Over recent years Farmoor has tended to suffer more than most during the hot spells and this year was even worse. The high temperatures had pretty much killed the fishing by mid-late June and by late July they ceased catch and release. After the second hot spell in early August the water was simply too hot to fish and then water levels became dangerously low and the fishery was closed.
So, I was excited to read that Farmoor was re-opening on 4th November and promptly booked a day off work. They have only opened F1 at the moment as F2 (the larger section) remains 15-20 foot down on usual water levels. However, they are pumping in and water levels are rising so hopefully it will be back to normal soon.

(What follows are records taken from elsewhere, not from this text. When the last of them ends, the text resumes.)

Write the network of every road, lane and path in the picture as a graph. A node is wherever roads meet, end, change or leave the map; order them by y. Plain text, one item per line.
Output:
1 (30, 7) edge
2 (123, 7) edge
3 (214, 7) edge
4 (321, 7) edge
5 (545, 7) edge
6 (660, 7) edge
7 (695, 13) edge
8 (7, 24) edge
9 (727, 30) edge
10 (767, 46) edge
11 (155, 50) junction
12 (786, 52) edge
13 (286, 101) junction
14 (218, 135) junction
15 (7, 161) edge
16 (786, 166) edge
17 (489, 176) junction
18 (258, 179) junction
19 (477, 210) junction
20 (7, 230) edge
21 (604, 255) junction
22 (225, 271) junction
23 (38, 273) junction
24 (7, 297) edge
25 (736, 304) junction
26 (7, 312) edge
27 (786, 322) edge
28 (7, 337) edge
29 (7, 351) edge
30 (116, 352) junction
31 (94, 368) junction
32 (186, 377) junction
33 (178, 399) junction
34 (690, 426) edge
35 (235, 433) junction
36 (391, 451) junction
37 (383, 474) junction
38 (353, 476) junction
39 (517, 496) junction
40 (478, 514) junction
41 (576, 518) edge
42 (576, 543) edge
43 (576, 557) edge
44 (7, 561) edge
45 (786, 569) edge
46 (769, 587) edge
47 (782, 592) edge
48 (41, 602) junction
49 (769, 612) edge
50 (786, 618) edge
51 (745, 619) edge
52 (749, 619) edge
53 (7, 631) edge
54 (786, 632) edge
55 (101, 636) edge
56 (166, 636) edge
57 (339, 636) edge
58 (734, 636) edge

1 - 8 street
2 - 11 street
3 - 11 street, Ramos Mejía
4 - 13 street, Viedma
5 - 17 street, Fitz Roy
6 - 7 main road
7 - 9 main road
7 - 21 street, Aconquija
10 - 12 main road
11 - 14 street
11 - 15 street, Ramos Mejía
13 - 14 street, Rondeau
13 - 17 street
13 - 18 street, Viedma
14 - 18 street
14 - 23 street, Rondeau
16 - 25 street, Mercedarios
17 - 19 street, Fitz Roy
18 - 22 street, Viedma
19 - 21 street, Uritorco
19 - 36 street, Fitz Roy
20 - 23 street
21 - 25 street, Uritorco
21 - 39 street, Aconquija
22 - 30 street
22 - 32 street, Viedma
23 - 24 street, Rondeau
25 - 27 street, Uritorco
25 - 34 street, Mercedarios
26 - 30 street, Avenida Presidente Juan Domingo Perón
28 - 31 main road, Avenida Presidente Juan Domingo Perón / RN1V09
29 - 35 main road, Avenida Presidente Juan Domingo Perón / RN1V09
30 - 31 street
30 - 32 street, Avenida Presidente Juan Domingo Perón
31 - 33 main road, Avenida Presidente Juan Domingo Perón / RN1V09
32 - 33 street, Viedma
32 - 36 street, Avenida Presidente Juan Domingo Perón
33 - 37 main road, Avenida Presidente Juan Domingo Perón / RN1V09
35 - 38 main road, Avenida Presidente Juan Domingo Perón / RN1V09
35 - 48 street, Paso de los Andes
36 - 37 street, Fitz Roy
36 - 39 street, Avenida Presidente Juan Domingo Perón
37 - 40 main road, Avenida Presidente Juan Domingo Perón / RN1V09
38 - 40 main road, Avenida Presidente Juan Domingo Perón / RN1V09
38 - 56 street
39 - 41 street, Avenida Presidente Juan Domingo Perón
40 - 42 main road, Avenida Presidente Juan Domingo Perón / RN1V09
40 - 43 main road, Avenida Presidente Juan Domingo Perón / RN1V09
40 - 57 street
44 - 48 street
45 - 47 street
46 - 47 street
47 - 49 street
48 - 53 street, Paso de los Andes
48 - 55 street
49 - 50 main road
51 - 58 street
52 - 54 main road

It was a cold morning but the sky was clear and the sun was due to shine most of the day. There was a decent breeze blowing from the west so I drove round to the far side and walked to the causeway where the wind would be coming from my left and there was a ripple on the water. Normally at this time of year the fish are heavy on fry and sitting 3-6 foot down, so I tackled up an intermediate line with a white minkie on the point and a silver invicta on the dropper. After the first half an hour I had not had any interest so I put a black and gold humungous on the point to get down a little deeper. This resulted in a couple of quick fish, the first of which came off before I could get it to the net but another obliged on the next cast.
Given the recent stocking and months without angler pressue there was not as much action as I would have thought so I moved around to the west bank with the wind at my back. This proved to be a good move as I was into fish consistently, most coming to the humungous but also a lovely resident brownie thaat liked the look of the invicta.
As the morning progressed and the sun warmed up there was a decent buzzer hatch and signs of fish taking off the surface. I switched to a floating line with a black diawl bach and buzzer on the droppers and a sugar cube emerger on point to keep the flies high. Almost immediately a smaller brown grabbed the diawl bach, followed by a rainbow to the same fly. I kept the sugar cube on as there were sporadic rises and managed to entice a rainbow to sip it down off the top. This was amazing fishing in November, lovely aggressive buzzer takes and top of the water action; more like a spring day!
Things died off a little before lunch, possibly due to angler pressure as there were quite a few lined up down that bank. I decided to look for some quieter water and walked round to the north shore. The wind was across my right shoulder so a bit tricky but there was lots of activity on the top of the water. I tried with the sugar cube for a little longer and then changed it to a claret hopper fished wet. This allowed the cast to drop slightly in the water which seemed to do the trick. The next fish took the hopper almost static and this signalled an excellent couple of hours fishing with the hopper and the diawl bach taking a lot of fish, as long as they were fished very slowly. Some of the takes were arm wrenching and while most of the fish were recent stockies, a resident rainbow of 3-4lb also graced the net.
As the day wore on and the sun dropped I moved back round to the west bank and with little surface activity I replaced the hopper with the humungous. This resulted in another five rainbows with a double hook-up on my last cast of the day. A perfect point to end an excellent days fishing and a lovely return to Farmoor.